RSS a good start, but a federated PBCore-based metadata archive would be better
John Proffitt, February 27th, 2007I’d like to echo Dale’s posting, and expand upon it just a bit more.
First off, I agree that the political hurdles to implementing a standardized and centralized media back-end for the public media world are daunting. Further, I think what we see as “public media” is going to shift around rapidly in next couple of years, so determining who is “allowed” into the fold will becoming increasingly difficult (e.g. can a library join, or do you have to be a broadcaster with an active high-power FM or TV license?). There are other challenges as well, but let’s leave that issue alone for the moment. Back to the tech…
I think a centralized storage system is probably a bad idea, or at least one that would be difficult to achieve for all kinds of reasons. It’s also unnecessary. Why does everything have to be stored together, under one roof? The storage can be anywhere. It’s the live, searchable content index that would be most useful to the public, to other stations, to search engines and more. Let’s just remember that storage and indexing do not have to occur at the same place.

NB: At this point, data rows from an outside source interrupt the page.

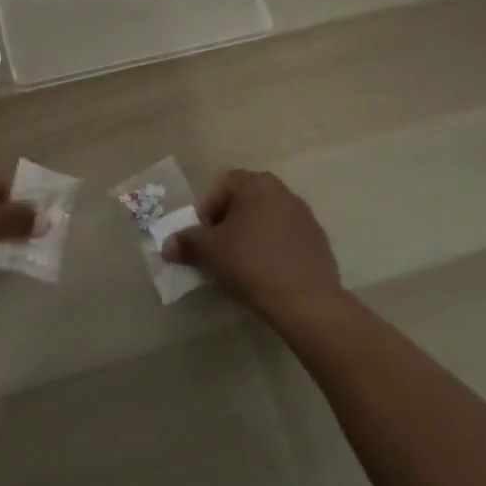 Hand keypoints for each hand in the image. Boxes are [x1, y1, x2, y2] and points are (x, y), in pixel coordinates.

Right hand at [162, 169, 344, 322]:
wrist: (306, 301)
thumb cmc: (251, 263)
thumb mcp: (209, 252)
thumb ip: (186, 243)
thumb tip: (167, 245)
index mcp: (257, 184)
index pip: (223, 184)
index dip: (208, 208)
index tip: (204, 236)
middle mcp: (283, 192)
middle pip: (246, 200)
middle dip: (229, 222)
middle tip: (219, 249)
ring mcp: (305, 217)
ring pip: (267, 220)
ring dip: (251, 235)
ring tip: (242, 265)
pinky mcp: (318, 242)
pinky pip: (286, 239)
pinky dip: (273, 250)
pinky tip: (267, 275) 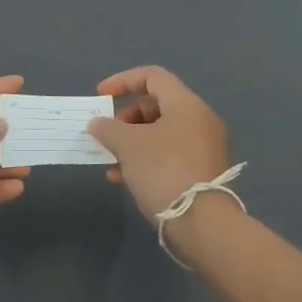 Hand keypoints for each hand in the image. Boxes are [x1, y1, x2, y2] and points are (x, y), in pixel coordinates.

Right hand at [88, 66, 231, 221]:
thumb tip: (98, 123)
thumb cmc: (164, 171)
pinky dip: (146, 158)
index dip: (123, 81)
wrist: (203, 224)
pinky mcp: (202, 171)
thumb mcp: (128, 145)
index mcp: (186, 104)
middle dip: (125, 118)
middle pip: (156, 105)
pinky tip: (124, 178)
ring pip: (160, 132)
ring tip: (111, 162)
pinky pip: (169, 153)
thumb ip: (108, 128)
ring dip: (132, 142)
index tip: (100, 96)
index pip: (152, 76)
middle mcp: (199, 119)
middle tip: (107, 135)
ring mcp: (204, 146) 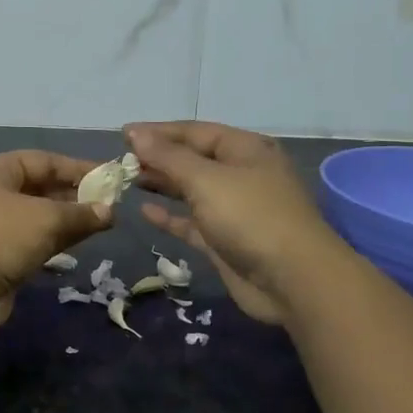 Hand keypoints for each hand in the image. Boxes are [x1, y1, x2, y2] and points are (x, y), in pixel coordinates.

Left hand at [0, 151, 113, 328]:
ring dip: (68, 220)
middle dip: (74, 195)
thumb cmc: (1, 235)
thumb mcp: (46, 217)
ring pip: (39, 217)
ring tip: (103, 224)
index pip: (43, 160)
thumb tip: (108, 212)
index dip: (76, 167)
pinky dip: (56, 240)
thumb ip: (80, 213)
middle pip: (40, 188)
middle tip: (109, 205)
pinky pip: (34, 241)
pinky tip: (81, 244)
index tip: (108, 178)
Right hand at [125, 122, 337, 324]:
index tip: (123, 134)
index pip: (194, 132)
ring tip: (127, 181)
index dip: (158, 132)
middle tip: (120, 161)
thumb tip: (135, 132)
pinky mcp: (226, 240)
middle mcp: (241, 174)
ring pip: (191, 190)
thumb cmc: (250, 216)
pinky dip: (170, 216)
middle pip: (192, 159)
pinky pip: (192, 221)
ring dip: (162, 184)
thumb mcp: (205, 179)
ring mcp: (234, 209)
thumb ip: (167, 156)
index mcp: (244, 149)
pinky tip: (144, 212)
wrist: (292, 280)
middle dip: (158, 158)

Now, about RSS. I think RSS is a great syndication system for short-form and linked media for recently published items. But RSS strikes me as insufficient as a deep-catalog syndication system. For example, how would I syndicate — using RSS — a catalog of 50,000 items or 100,00 items, in which the items are drawn from a variety of subjects and media formats and sources, each with various rights and authors associated with them? Theoretically, RSS could do this, as it’s just a string of XML. However, RSS 2.0 in its baseline configuration doesn’t carry all the data a centralized search system would need. Sure you can extend RSS with your own additional XML tags (just look at iTunes), but it still sounds a little silly to me to do it that way.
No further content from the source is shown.